We include configuration files for known supercomputers. Hopefully these help both other users that use those machines and new users who want to see examples for similar clusters.

Additional examples from other cluster welcome here.

Cheyenne

NCAR's Cheyenne Supercomputer uses both PBS (for Cheyenne itself) and Slurm (for the attached DAV clusters Geyser/Caldera).

distributed:
  scheduler:
    bandwidth: 1000000000     # GB MB/s estimated worker-worker bandwidth
  worker:
    memory:
      target: 0.90  # Avoid spilling to disk
      spill: False  # Avoid spilling to disk
      pause: 0.80  # fraction at which we pause worker threads
      terminate: 0.95  # fraction at which we terminate the worker
  comm:
    compression: null

jobqueue:
  pbs:
    name: dask-worker
    cores: 36                   # Total number of cores per job
    memory: '109 GB'            # Total amount of memory per job
    processes: 9                # Number of Python processes per job
    interface: ib0              # Network interface to use like eth0 or ib0

    queue: regular
    walltime: '00:30:00'
    resource-spec: select=1:ncpus=36:mem=109GB

  slurm:
    name: dask-worker

    # Dask worker options
    cores: 1                    # Total number of cores per job
    memory: '25 GB'             # Total amount of memory per job
    processes: 1                # Number of Python processes per job

    interface: ib0

    project: PXYZ123
    walltime: '00:30:00'
    job-extra: {-C geyser}

NERSC Cori

NERSC Cori Supercomputer

It should be noted that the the following config file assumes you are running the scheduler on a worker node. Currently the login node appears unable to talk to the worker nodes bidirectionally. As such you need to request an interactive node with the following:

$ salloc -N 1 -C haswell --qos=interactive -t 04:00:00

Then you will run dask jobqueue directly on that interactive node. Note the distributed section that is set up to avoid having dask write to disk. This was due to some weird behavior with the local filesystem.

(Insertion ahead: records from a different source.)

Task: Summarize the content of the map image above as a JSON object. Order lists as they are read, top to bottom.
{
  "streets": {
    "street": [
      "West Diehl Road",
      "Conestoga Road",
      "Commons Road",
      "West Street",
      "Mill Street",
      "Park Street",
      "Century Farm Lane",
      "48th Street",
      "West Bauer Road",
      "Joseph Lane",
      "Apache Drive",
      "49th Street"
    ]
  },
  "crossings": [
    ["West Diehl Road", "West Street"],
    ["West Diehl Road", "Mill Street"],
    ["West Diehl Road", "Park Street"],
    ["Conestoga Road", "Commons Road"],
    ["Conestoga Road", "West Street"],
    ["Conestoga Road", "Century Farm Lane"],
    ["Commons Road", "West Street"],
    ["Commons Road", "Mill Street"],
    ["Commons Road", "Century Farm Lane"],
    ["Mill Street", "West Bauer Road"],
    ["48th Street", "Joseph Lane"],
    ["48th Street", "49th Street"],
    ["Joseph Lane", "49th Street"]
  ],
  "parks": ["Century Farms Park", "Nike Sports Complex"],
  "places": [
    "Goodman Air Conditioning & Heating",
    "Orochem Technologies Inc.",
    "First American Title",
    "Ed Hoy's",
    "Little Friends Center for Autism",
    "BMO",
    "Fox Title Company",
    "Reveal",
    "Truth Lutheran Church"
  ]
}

Alternatively you may use the experimental NERSC jupyterhub which will launch a notebook server on a reserved large memory node of Cori. In this case no special interactive session is needed and dask jobqueue will perform as expected.

distributed:
  worker:
    memory:
      target: False  # Avoid spilling to disk
      spill: False  # Avoid spilling to disk
      pause: 0.80  # fraction at which we pause worker threads
      terminate: 0.95  # fraction at which we terminate the worker

jobqueue:
    slurm:
        cores: 64
        memory: 128GB
        processes: 4
        queue: debug
        walltime: '00:10:00'
        job-extra: ['-C haswell', '-L project, SCRATCH, cscratch1']

ARM Stratus

Department of Energy Atmospheric Radiation Measurement (DOE-ARM) Stratus Supercomputer.

jobqueue:
  pbs:
    name: dask-worker
    cores: 36
    memory: 270GB
    processes: 6
    interface: ib0
    local-directory: $localscratch
    queue: high_mem # Can also select batch or gpu_ssd
    project: arm
    walltime: 00:30:00 #Adjust this to job size
    job-extra: ['-W group_list=cades-arm']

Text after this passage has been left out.